Task requirements:
Report the count of lines in the records that contain "dead", without any added text.

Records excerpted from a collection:
------------------------------------------------------------------------

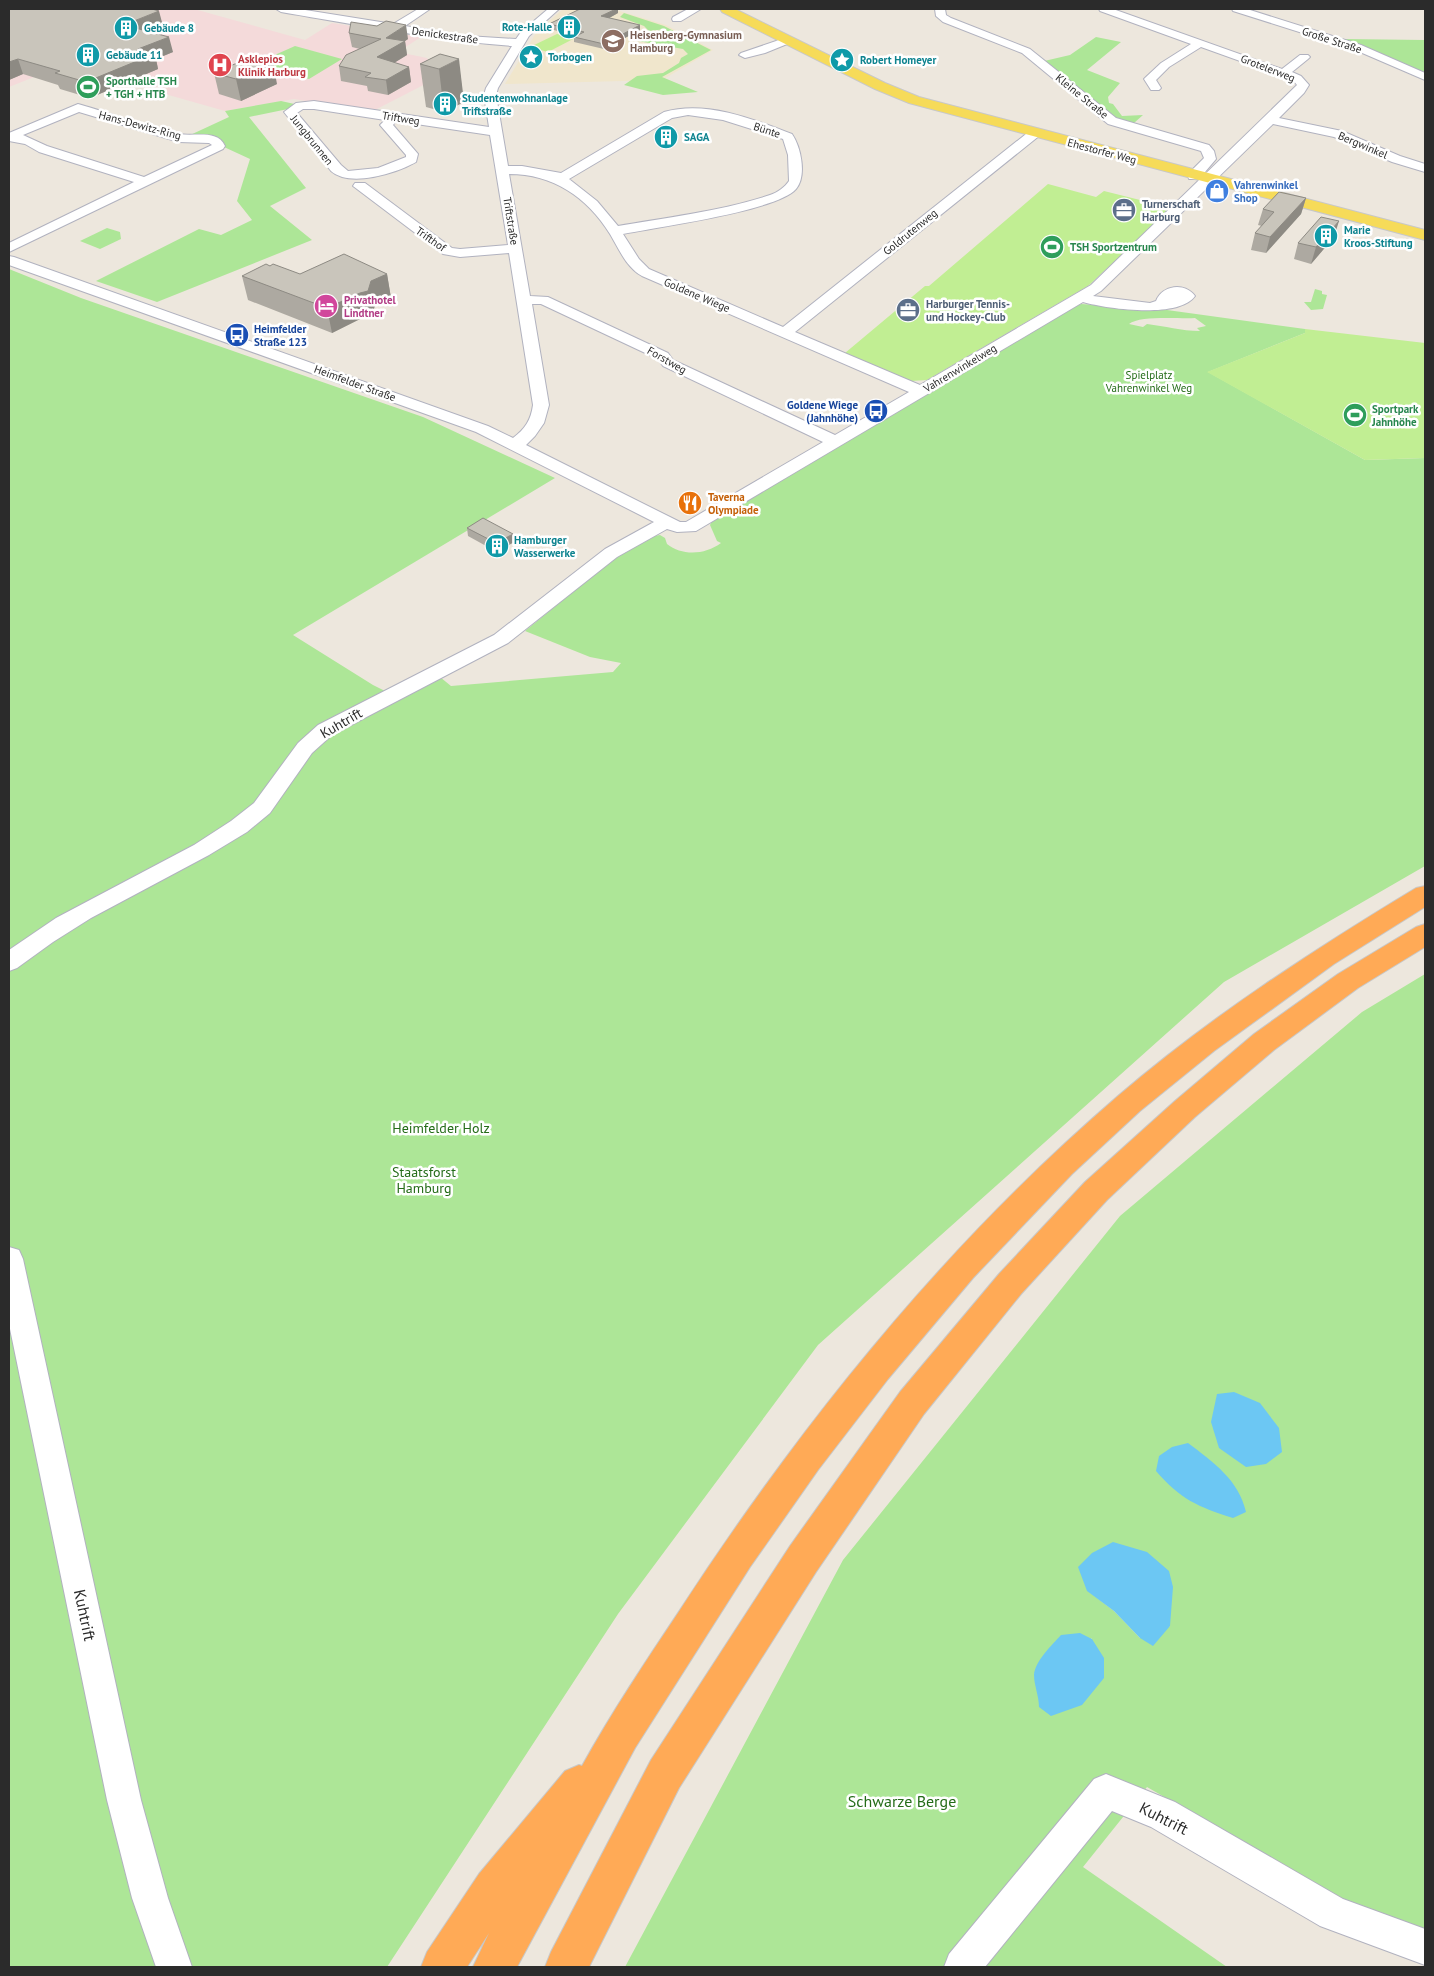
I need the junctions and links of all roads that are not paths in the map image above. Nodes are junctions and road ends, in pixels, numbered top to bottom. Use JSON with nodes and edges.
{"nodes":[{"id":1,"x":281,"y":9,"type":"edge"},
{"id":2,"x":425,"y":9,"type":"edge"},
{"id":3,"x":554,"y":9,"type":"edge"},
{"id":4,"x":696,"y":9,"type":"edge"},
{"id":5,"x":726,"y":9,"type":"edge"},
{"id":6,"x":940,"y":9,"type":"edge"},
{"id":7,"x":1104,"y":9,"type":"edge"},
{"id":8,"x":1237,"y":9,"type":"edge"},
{"id":9,"x":677,"y":19,"type":"dead end"},
{"id":10,"x":394,"y":28,"type":"junction"},
{"id":11,"x":788,"y":40,"type":"junction"},
{"id":12,"x":520,"y":43,"type":"junction"},
{"id":13,"x":1200,"y":43,"type":"junction"},
{"id":14,"x":745,"y":55,"type":"dead end"},
{"id":15,"x":1304,"y":56,"type":"dead end"},
{"id":16,"x":1284,"y":74,"type":"junction"},
{"id":17,"x":1425,"y":77,"type":"edge"},
{"id":18,"x":1155,"y":88,"type":"dead end"},
{"id":19,"x":306,"y":105,"type":"joint"},
{"id":20,"x":394,"y":117,"type":"junction"},
{"id":21,"x":1271,"y":120,"type":"junction"},
{"id":22,"x":496,"y":131,"type":"junction"},
{"id":23,"x":1035,"y":133,"type":"junction"},
{"id":24,"x":11,"y":137,"type":"edge"},
{"id":25,"x":1425,"y":168,"type":"edge"},
{"id":26,"x":503,"y":170,"type":"junction"},
{"id":27,"x":558,"y":178,"type":"junction"},
{"id":28,"x":1201,"y":178,"type":"junction"},
{"id":29,"x":146,"y":182,"type":"junction"},
{"id":30,"x":360,"y":186,"type":"dead end"},
{"id":31,"x":615,"y":231,"type":"junction"},
{"id":32,"x":1425,"y":235,"type":"edge"},
{"id":33,"x":9,"y":248,"type":"edge"},
{"id":34,"x":515,"y":248,"type":"junction"},
{"id":35,"x":9,"y":260,"type":"edge"},
{"id":36,"x":1082,"y":298,"type":"junction"},
{"id":37,"x":525,"y":300,"type":"junction"},
{"id":38,"x":1162,"y":304,"type":"dead end"},
{"id":39,"x":786,"y":332,"type":"junction"},
{"id":40,"x":921,"y":392,"type":"junction"},
{"id":41,"x":835,"y":441,"type":"junction"},
{"id":42,"x":514,"y":444,"type":"junction"},
{"id":43,"x":667,"y":522,"type":"junction"},
{"id":44,"x":690,"y":527,"type":"joint"},
{"id":45,"x":1425,"y":895,"type":"edge"},
{"id":46,"x":1425,"y":934,"type":"edge"},
{"id":47,"x":9,"y":962,"type":"edge"},
{"id":48,"x":9,"y":1258,"type":"edge"},
{"id":49,"x":621,"y":1734,"type":"junction"},
{"id":50,"x":1425,"y":1947,"type":"edge"},
{"id":51,"x":174,"y":1967,"type":"edge"},
{"id":52,"x":442,"y":1967,"type":"edge"},
{"id":53,"x":494,"y":1967,"type":"edge"},
{"id":54,"x":566,"y":1967,"type":"edge"},
{"id":55,"x":962,"y":1967,"type":"edge"}],
"edges":[{"from":1,"to":10,"type":"street","name":"Denickestraße"},
{"from":2,"to":10,"type":"street"},
{"from":3,"to":12,"type":"street","name":"Triftstraße"},
{"from":4,"to":9,"type":"street"},
{"from":5,"to":11,"type":"main road","name":"Ehestorfer Weg"},
{"from":6,"to":28,"type":"street","name":"Kleine Straße"},
{"from":7,"to":13,"type":"street","name":"Grotelerweg"},
{"from":8,"to":17,"type":"street","name":"Große Straße"},
{"from":10,"to":12,"type":"street","name":"Denickestraße"},
{"from":11,"to":14,"type":"street"},
{"from":11,"to":23,"type":"main road","name":"Ehestorfer Weg"},
{"from":12,"to":22,"type":"street","name":"Triftstraße"},
{"from":13,"to":16,"type":"street","name":"Grotelerweg"},
{"from":13,"to":18,"type":"street"},
{"from":15,"to":16,"type":"street"},
{"from":16,"to":21,"type":"street","name":"Grotelerweg"},
{"from":19,"to":20,"type":"street","name":"Triftweg"},
{"from":19,"to":20,"type":"street","name":"Jungbrunnen"},
{"from":20,"to":22,"type":"street","name":"Triftweg"},
{"from":21,"to":25,"type":"street","name":"Bergwinkel"},
{"from":21,"to":28,"type":"street","name":"Grotelerweg"},
{"from":22,"to":26,"type":"street","name":"Triftstraße"},
{"from":23,"to":28,"type":"main road","name":"Ehestorfer Weg"},
{"from":23,"to":39,"type":"street","name":"Goldrutenweg"},
{"from":24,"to":29,"type":"street","name":"Hans-Dewitz-Ring"},
{"from":24,"to":29,"type":"street","name":"Hans-Dewitz-Ring"},
{"from":26,"to":27,"type":"street","name":"Goldene Wiege"},
{"from":26,"to":34,"type":"street","name":"Triftstraße"},
{"from":27,"to":31,"type":"street","name":"Goldene Wiege"},
{"from":27,"to":31,"type":"street","name":"Bünte"},
{"from":28,"to":32,"type":"main road","name":"Ehestorfer Weg"},
{"from":28,"to":36,"type":"street","name":"Vahrenwinkelweg"},
{"from":29,"to":33,"type":"street","name":"Hans-Dewitz-Ring"},
{"from":30,"to":34,"type":"street","name":"Trifthof"},
{"from":31,"to":39,"type":"street","name":"Goldene Wiege"},
{"from":34,"to":37,"type":"street","name":"Triftstraße"},
{"from":35,"to":42,"type":"street","name":"Heimfelder Straße"},
{"from":36,"to":38,"type":"street"},
{"from":36,"to":40,"type":"street","name":"Vahrenwinkelweg"},
{"from":37,"to":41,"type":"street","name":"Forstweg"},
{"from":37,"to":42,"type":"street","name":"Triftstraße"},
{"from":39,"to":40,"type":"street","name":"Goldene Wiege"},
{"from":40,"to":41,"type":"street","name":"Vahrenwinkelweg"},
{"from":41,"to":44,"type":"street","name":"Vahrenwinkelweg"},
{"from":42,"to":43,"type":"street","name":"Heimfelder Straße"},
{"from":43,"to":44,"type":"street","name":"Heimfelder Straße"},
{"from":43,"to":47,"type":"street","name":"Kuhtrift"},
{"from":45,"to":49,"type":"highway"},
{"from":46,"to":54,"type":"highway"},
{"from":48,"to":51,"type":"street","name":"Kuhtrift"},
{"from":49,"to":52,"type":"highway"},
{"from":49,"to":53,"type":"highway"},
{"from":50,"to":55,"type":"street","name":"Kuhtrift"}]}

------------------------------------------------------------------------

Result for this exercise:
6